Maioria dos projetos dos vereadores de SP ignora prioridades do paulistano

A maioria dos projetos em discussão na Câmara Municipal de São Paulo ignora segurança, saúde e outros temas vistos como prioridades pelos paulistanos, segundo levantamento feito pelo UOL com base em informações oficiais e dados da Rede Nossa São Paulo.

O que aconteceu

Segurança, saúde e transporte coletivo foram apontados como principais problemas da cidade em pesquisa. Realizado pelo Ipec (antigo Ibope), o levantamento identificou ainda habitação, educação, geração de emprego e renda, enchentes e falta de áreas verdes como as maiores preocupações do paulistano.

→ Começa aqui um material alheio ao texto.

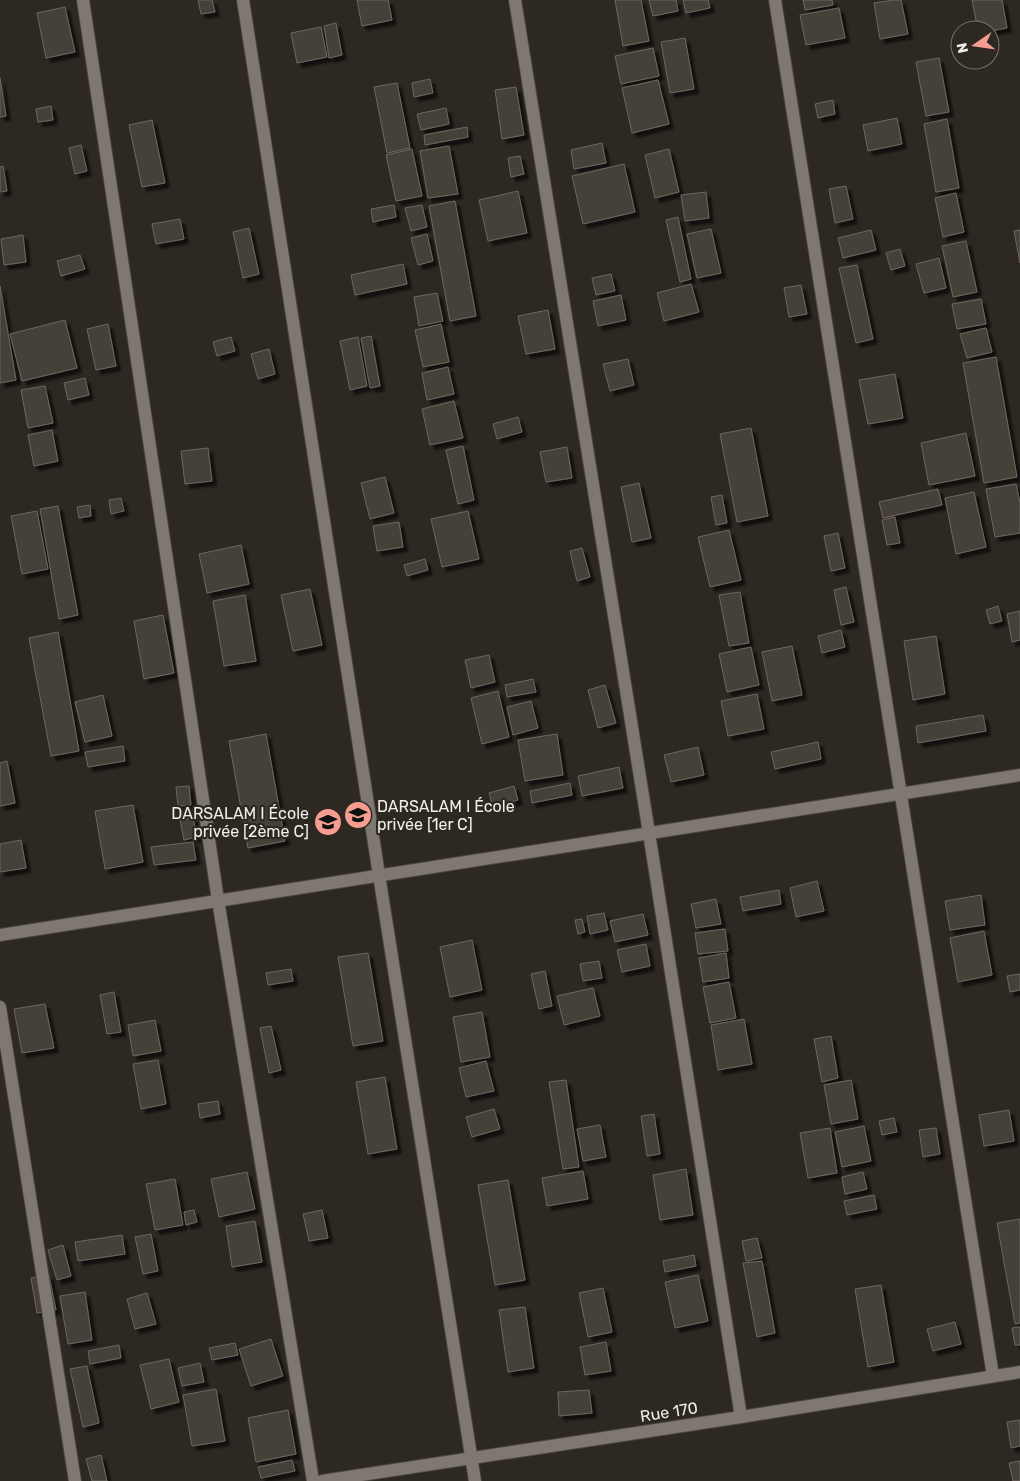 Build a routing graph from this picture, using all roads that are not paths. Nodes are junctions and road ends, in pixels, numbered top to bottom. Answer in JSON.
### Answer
{"nodes":[{"id":1,"x":82,"y":0,"type":"edge"},
{"id":2,"x":243,"y":0,"type":"edge"},
{"id":3,"x":515,"y":0,"type":"edge"},
{"id":4,"x":775,"y":0,"type":"edge"},
{"id":5,"x":1020,"y":775,"type":"edge"},
{"id":6,"x":900,"y":793,"type":"junction"},
{"id":7,"x":649,"y":833,"type":"junction"},
{"id":8,"x":379,"y":875,"type":"junction"},
{"id":9,"x":218,"y":900,"type":"junction"},
{"id":10,"x":0,"y":935,"type":"edge"},
{"id":11,"x":0,"y":1007,"type":"edge"},
{"id":12,"x":1020,"y":1372,"type":"edge"},
{"id":13,"x":993,"y":1376,"type":"junction"},
{"id":14,"x":741,"y":1417,"type":"junction"},
{"id":15,"x":471,"y":1458,"type":"junction"},
{"id":16,"x":75,"y":1481,"type":"edge"},
{"id":17,"x":313,"y":1481,"type":"edge"},
{"id":18,"x":322,"y":1481,"type":"edge"},
{"id":19,"x":475,"y":1481,"type":"edge"}],
"edges":[{"from":1,"to":9,"type":"street"},
{"from":2,"to":8,"type":"street"},
{"from":3,"to":7,"type":"street"},
{"from":4,"to":6,"type":"street"},
{"from":5,"to":6,"type":"street"},
{"from":6,"to":7,"type":"street"},
{"from":6,"to":13,"type":"street"},
{"from":7,"to":8,"type":"street"},
{"from":7,"to":14,"type":"street"},
{"from":8,"to":9,"type":"street"},
{"from":8,"to":15,"type":"street"},
{"from":9,"to":10,"type":"street"},
{"from":9,"to":17,"type":"street"},
{"from":11,"to":16,"type":"street"},
{"from":12,"to":13,"type":"street","name":"Rue 170"},
{"from":13,"to":14,"type":"street","name":"Rue 170"},
{"from":14,"to":15,"type":"street","name":"Rue 170"},
{"from":15,"to":18,"type":"street","name":"Rue 170"},
{"from":15,"to":19,"type":"street"}]} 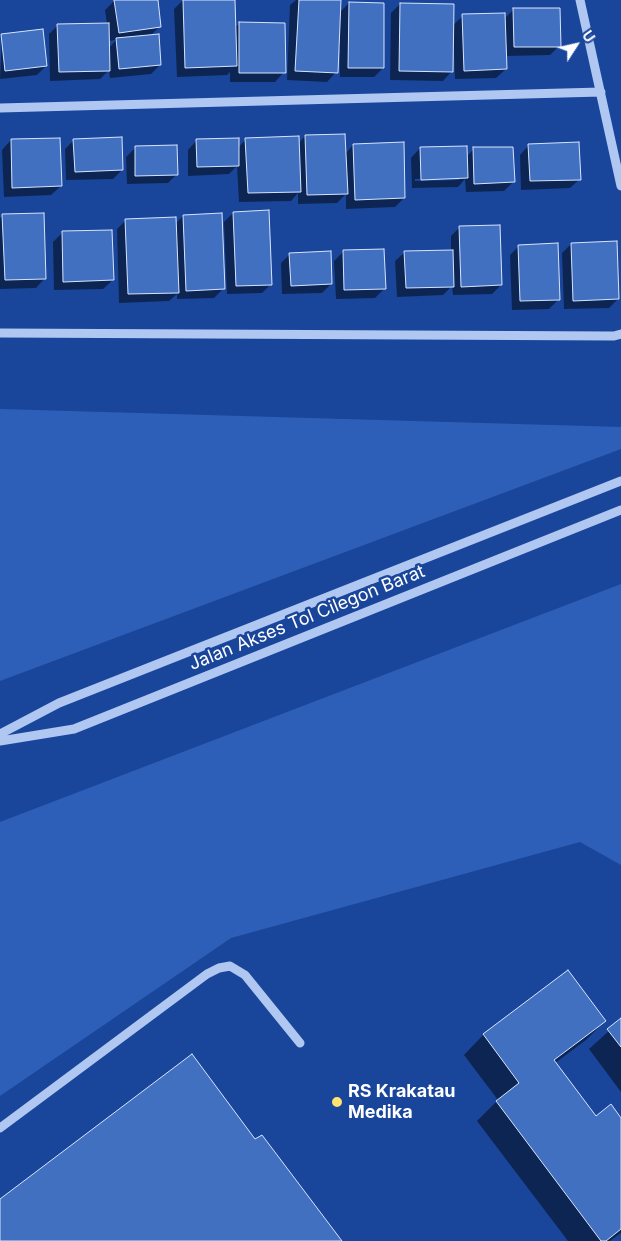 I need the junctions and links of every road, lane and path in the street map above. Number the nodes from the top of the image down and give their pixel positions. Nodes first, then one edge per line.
1 (580, 0) edge
2 (601, 92) junction
3 (0, 108) edge
4 (621, 186) edge
5 (0, 334) edge
6 (621, 334) edge
7 (621, 481) edge
8 (621, 510) edge
9 (0, 734) edge
10 (0, 741) edge
11 (300, 1043) dead end
12 (0, 1128) edge

1 - 2 street
2 - 3 street
2 - 4 street
5 - 6 street
7 - 9 street
8 - 10 street, Jalan Akses Tol Cilegon Barat
11 - 12 street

Como foi feita a pesquisa. Foram entrevistadas 700 pessoas a pedido da Rede Nossa São Paulo, organização que busca mobilizar setores da sociedade para discutir e promover soluções pelo desenvolvimento da capital paulista. O resultado foi divulgado em dezembro do ano passado.

Só 61 dos 284 projetos apresentados (22%) entre janeiro e fevereiro tratavam diretamente dos principais problemas da cidade. Análise do UOL identificou que temas como a criação de datas comemorativas (34) e pets (16) foram objeto de mais proposições do que saúde e transporte, que lideram a lista de prioridades, por exemplo.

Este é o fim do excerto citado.